Thank you again for your help,
Brian
On Sun, Aug 24, 2003 at 03:40:07PM -0700, Brian Costello wrote:
> I checked the documentation on
> http://tinc.nl.linux.org/examples/bridging and from that example, it
> appears to be a Linux system using 802.1d bridging. However, I don't
> see any place in the documentation that tells you how to set that up
> under Linux (or any other OS for that matter) - there appears to be
> just that one page that gives any information about the switch setup.
> If I ignored a document, could you please point it out to me?
> Otherwise, I have a few questions:
There are no ignored documents.
> 1) Is the bridge device necessary - it was my understanding that the
> tap device was able to "see" frames like a pcap device, so
I'd THINK
> it would be possible to perform the actions of a switch without the
> bridge device - that is, grab & forward ARP reqests & replies
between
> networks, use that information to build a MAC table & use the MAC
> table to determine when to transmit traffic over the VPN.

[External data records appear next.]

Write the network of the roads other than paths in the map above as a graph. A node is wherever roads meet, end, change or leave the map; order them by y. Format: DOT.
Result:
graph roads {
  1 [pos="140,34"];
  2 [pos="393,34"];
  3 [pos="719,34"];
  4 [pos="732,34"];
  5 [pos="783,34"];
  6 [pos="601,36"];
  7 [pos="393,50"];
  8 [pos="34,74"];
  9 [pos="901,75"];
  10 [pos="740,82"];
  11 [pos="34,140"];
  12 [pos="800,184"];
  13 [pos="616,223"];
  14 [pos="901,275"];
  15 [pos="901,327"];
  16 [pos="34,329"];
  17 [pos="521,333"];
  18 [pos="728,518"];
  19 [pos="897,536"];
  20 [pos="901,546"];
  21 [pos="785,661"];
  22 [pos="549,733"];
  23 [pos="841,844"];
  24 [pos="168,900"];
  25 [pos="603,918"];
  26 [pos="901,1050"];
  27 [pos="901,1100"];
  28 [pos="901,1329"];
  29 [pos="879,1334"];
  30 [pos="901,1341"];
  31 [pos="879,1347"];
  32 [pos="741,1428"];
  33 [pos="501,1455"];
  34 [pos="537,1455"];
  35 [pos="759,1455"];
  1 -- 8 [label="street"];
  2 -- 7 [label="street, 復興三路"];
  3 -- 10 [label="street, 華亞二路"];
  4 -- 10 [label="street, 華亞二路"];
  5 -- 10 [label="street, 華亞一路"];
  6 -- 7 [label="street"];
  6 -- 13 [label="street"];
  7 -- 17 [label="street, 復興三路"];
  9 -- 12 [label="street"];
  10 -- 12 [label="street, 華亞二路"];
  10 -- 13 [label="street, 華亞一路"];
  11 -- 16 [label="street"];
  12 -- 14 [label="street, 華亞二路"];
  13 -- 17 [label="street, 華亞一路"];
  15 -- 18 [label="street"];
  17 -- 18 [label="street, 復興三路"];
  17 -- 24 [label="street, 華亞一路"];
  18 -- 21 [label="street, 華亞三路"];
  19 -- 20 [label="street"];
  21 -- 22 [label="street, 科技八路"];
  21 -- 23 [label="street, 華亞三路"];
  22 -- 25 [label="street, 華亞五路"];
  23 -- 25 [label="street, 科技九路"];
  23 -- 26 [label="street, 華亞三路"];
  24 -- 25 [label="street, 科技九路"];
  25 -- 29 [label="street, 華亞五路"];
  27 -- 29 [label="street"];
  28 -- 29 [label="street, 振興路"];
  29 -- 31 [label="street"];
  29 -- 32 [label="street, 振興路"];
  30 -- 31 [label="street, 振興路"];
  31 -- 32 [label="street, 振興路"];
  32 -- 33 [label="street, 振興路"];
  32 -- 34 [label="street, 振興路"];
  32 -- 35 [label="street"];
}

The tap device doesn't work like a pcap device. It doesn't capture
packets from other network devices, it is a network device in itself.
You can think of it as an extra Ethernet card in your computer, except
that there is no UTP cable sticking out but tinc will handle all the
packets it sends/receives.
You don't have to use a bridge device, but then only traffic originating
from the computers running tinc will go via the VPN. If you have a real
Ethernet card in your computer and you want the LAN attached to it be
able to access the VPN, then you have to use the bridge to make a
"connection" between the real Ethernet interface and the virtual
Ethernet interface.
> 2) If the bridge device IS necessary, is an extra interface with no IP
> address assigned to it necessary? By extra I mean do you need more
> than one interface on both bridge endpoints, and do both the interface
> This appears to be the case in the bridging example.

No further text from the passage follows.